What is expected:
Transcribe each entry below exactly. Pictures do not go in the copy.

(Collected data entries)
--------
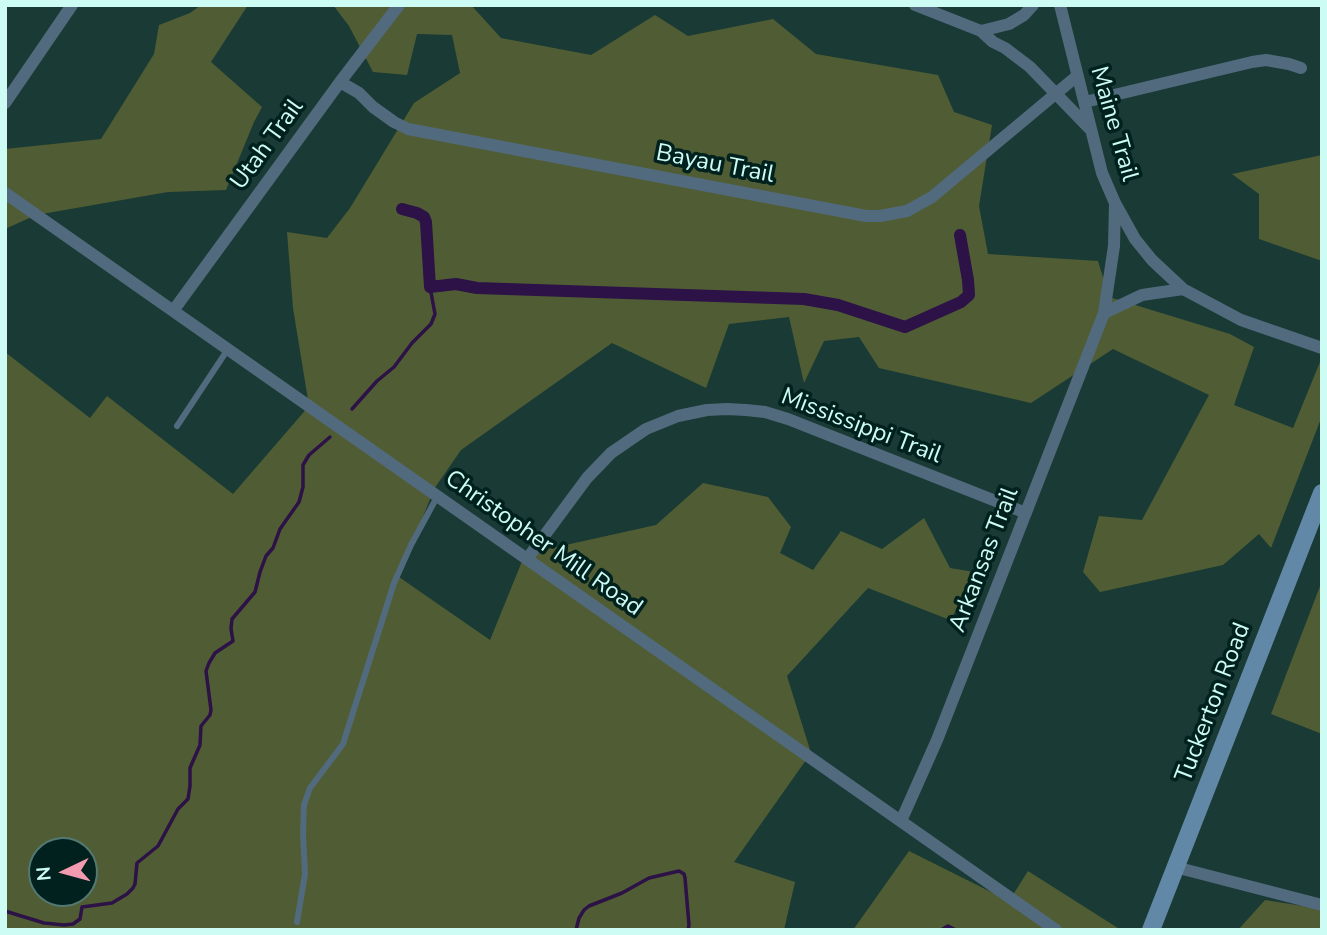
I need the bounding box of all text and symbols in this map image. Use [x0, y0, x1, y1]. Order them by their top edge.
street label: Maine Trail [1083, 63, 1143, 185]
street label: Utah Trail [226, 94, 310, 196]
street label: Bayau Trail [653, 139, 777, 191]
street label: Mississippi Trail [777, 383, 945, 471]
street label: Christopher Mill Road [439, 465, 647, 623]
street label: Arkansas Trail [944, 484, 1026, 636]
street label: Tuckerton Road [1170, 619, 1258, 787]
north arrow [28, 837, 98, 907]
text: N [31, 865, 58, 882]

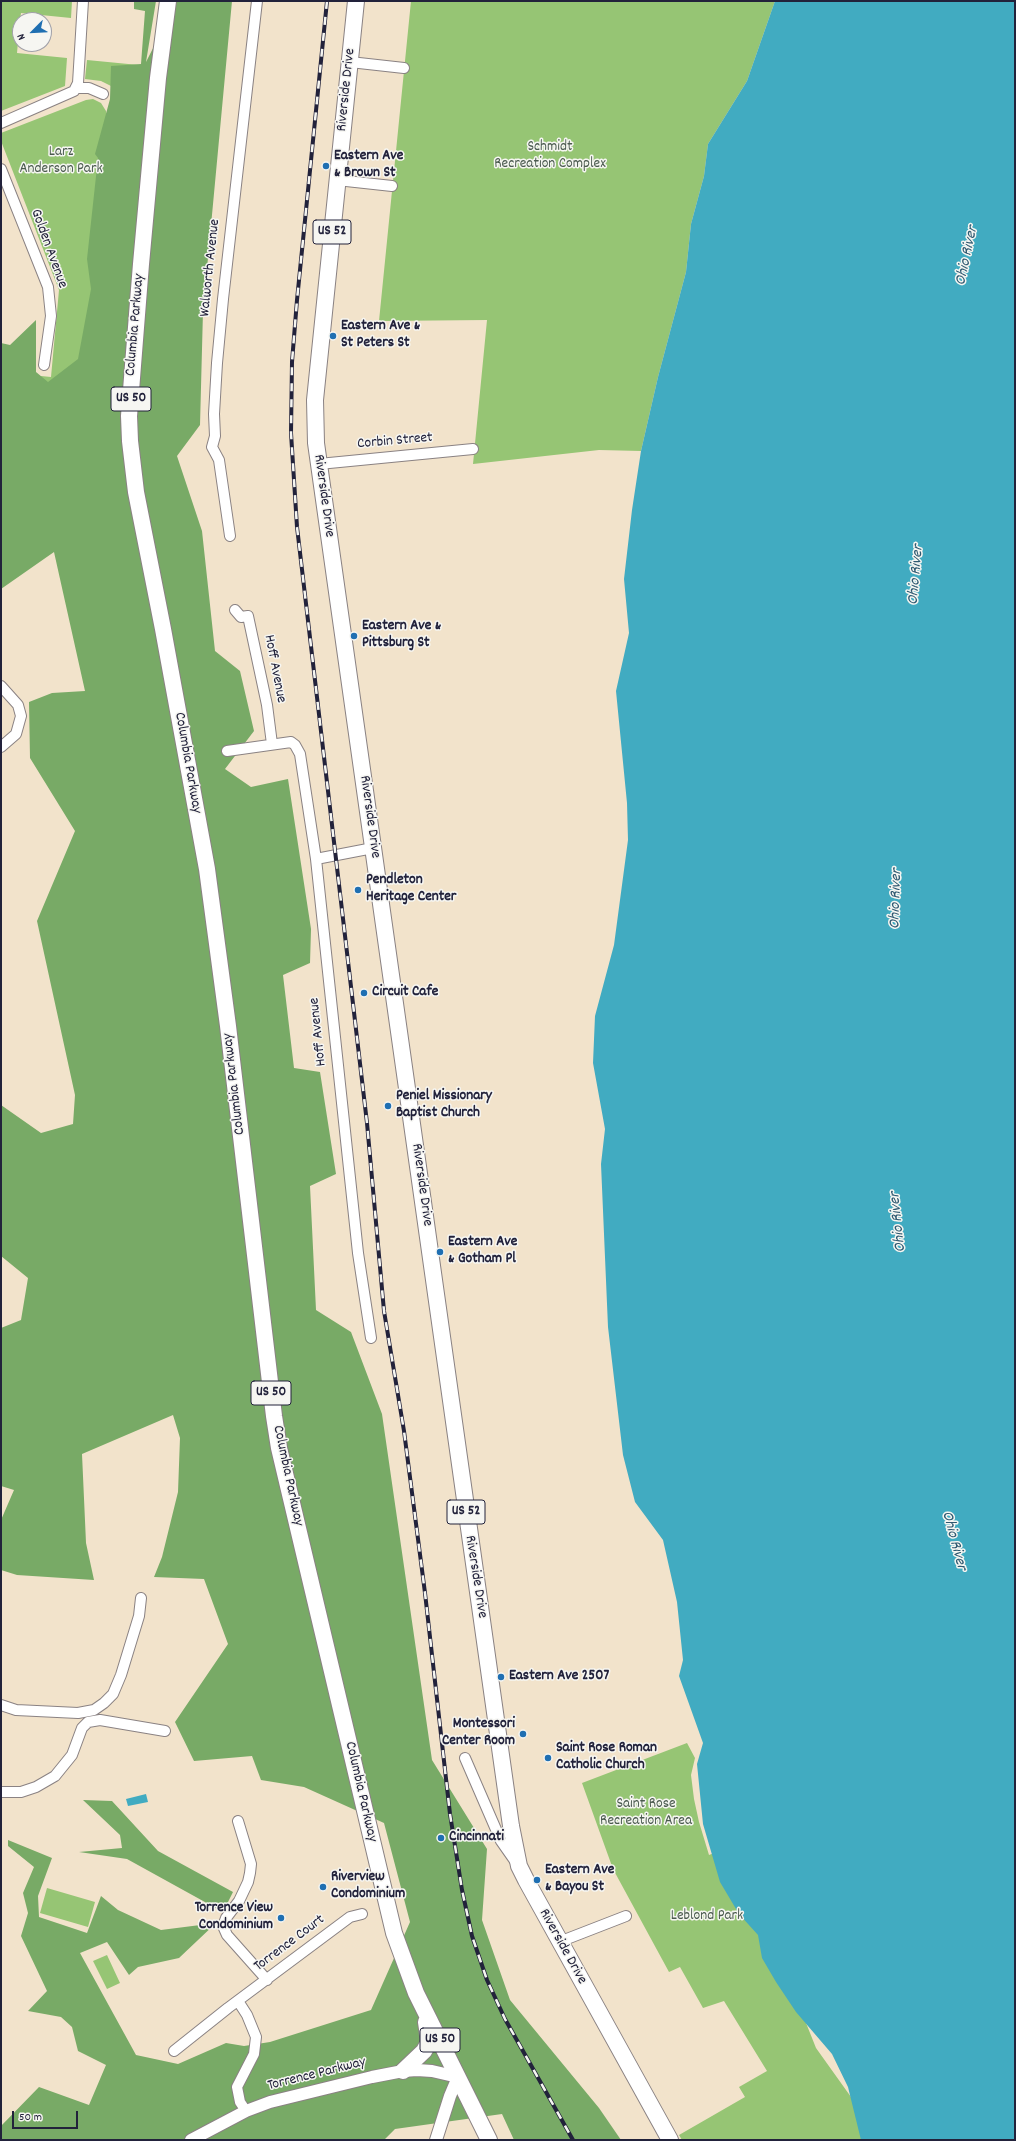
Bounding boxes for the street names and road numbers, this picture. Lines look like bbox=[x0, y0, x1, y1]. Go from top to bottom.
street label: Riverside Drive bbox=[334, 48, 360, 132]
street label: Golden Avenue bbox=[25, 207, 71, 291]
street label: Walworth Avenue bbox=[197, 218, 225, 318]
road number: US 52 bbox=[313, 220, 351, 244]
street label: Columbia Parkway bbox=[123, 273, 149, 377]
road number: US 50 bbox=[111, 387, 151, 411]
street label: Corbin Street bbox=[357, 430, 433, 454]
street label: Riverside Drive bbox=[308, 453, 338, 539]
street label: Hoff Avenue bbox=[259, 633, 289, 705]
street label: Columbia Parkway bbox=[169, 711, 205, 815]
street label: Riverside Drive bbox=[354, 774, 384, 860]
street label: Hoff Avenue bbox=[306, 997, 332, 1067]
street label: Columbia Parkway bbox=[220, 1032, 250, 1136]
street label: Riverside Drive bbox=[406, 1142, 436, 1228]
road number: US 50 bbox=[251, 1381, 291, 1405]
street label: Columbia Parkway bbox=[268, 1424, 306, 1528]
road number: US 52 bbox=[447, 1500, 485, 1524]
street label: Riverside Drive bbox=[460, 1534, 490, 1620]
street label: Columbia Parkway bbox=[340, 1740, 380, 1844]
street label: Riverside Drive bbox=[534, 1906, 590, 1988]
street label: Torrence Court bbox=[251, 1912, 329, 1976]
road number: US 50 bbox=[420, 2028, 460, 2052]
street label: Torrence Parkway bbox=[266, 2054, 368, 2096]

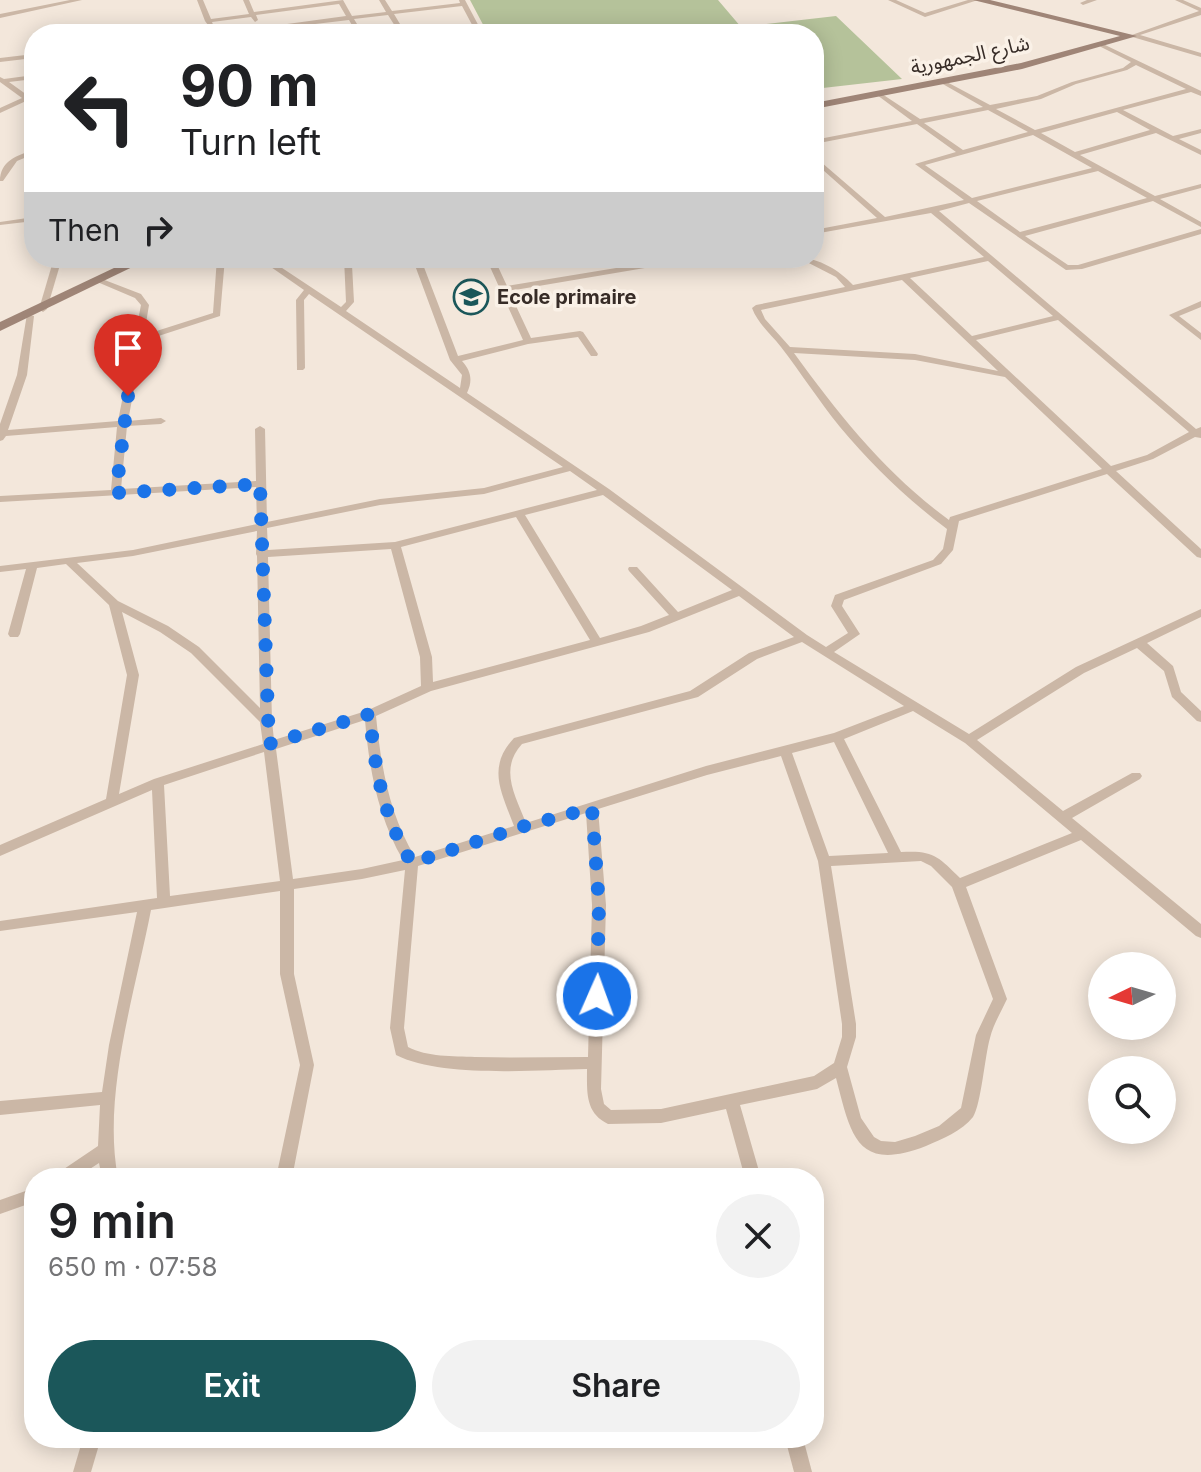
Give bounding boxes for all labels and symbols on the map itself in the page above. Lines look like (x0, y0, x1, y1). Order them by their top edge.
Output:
--------
Exercise response:
I need the bounding box of all text and symbols in this map image. Use [x0, y0, x1, y1]. Order them by their top edge.
street label: Maine Trail [1083, 63, 1143, 185]
street label: Utah Trail [226, 94, 310, 196]
street label: Bayau Trail [653, 139, 777, 191]
street label: Mississippi Trail [777, 383, 945, 471]
street label: Christopher Mill Road [439, 465, 647, 623]
street label: Arkansas Trail [944, 484, 1026, 636]
street label: Tuckerton Road [1170, 619, 1258, 787]
north arrow [28, 837, 98, 907]
text: N [31, 865, 58, 882]

Bounding boxes for the street names and road numbers, this picture. Lines look like bbox=[x0, y0, x1, y1]. Go from top to bottom.
street label: Riverside Drive bbox=[334, 48, 360, 132]
street label: Golden Avenue bbox=[25, 207, 71, 291]
street label: Walworth Avenue bbox=[197, 218, 225, 318]
road number: US 52 bbox=[313, 220, 351, 244]
street label: Columbia Parkway bbox=[123, 273, 149, 377]
road number: US 50 bbox=[111, 387, 151, 411]
street label: Corbin Street bbox=[357, 430, 433, 454]
street label: Riverside Drive bbox=[308, 453, 338, 539]
street label: Hoff Avenue bbox=[259, 633, 289, 705]
street label: Columbia Parkway bbox=[169, 711, 205, 815]
street label: Riverside Drive bbox=[354, 774, 384, 860]
street label: Hoff Avenue bbox=[306, 997, 332, 1067]
street label: Columbia Parkway bbox=[220, 1032, 250, 1136]
street label: Riverside Drive bbox=[406, 1142, 436, 1228]
road number: US 50 bbox=[251, 1381, 291, 1405]
street label: Columbia Parkway bbox=[268, 1424, 306, 1528]
road number: US 52 bbox=[447, 1500, 485, 1524]
street label: Riverside Drive bbox=[460, 1534, 490, 1620]
street label: Columbia Parkway bbox=[340, 1740, 380, 1844]
street label: Riverside Drive bbox=[534, 1906, 590, 1988]
street label: Torrence Court bbox=[251, 1912, 329, 1976]
road number: US 50 bbox=[420, 2028, 460, 2052]
street label: Torrence Parkway bbox=[266, 2054, 368, 2096]

Give bounding boxes for all labels and symbols on the map itself in the page above. Lines look like (x0, y0, x1, y1). Order them by their top edge.
Output:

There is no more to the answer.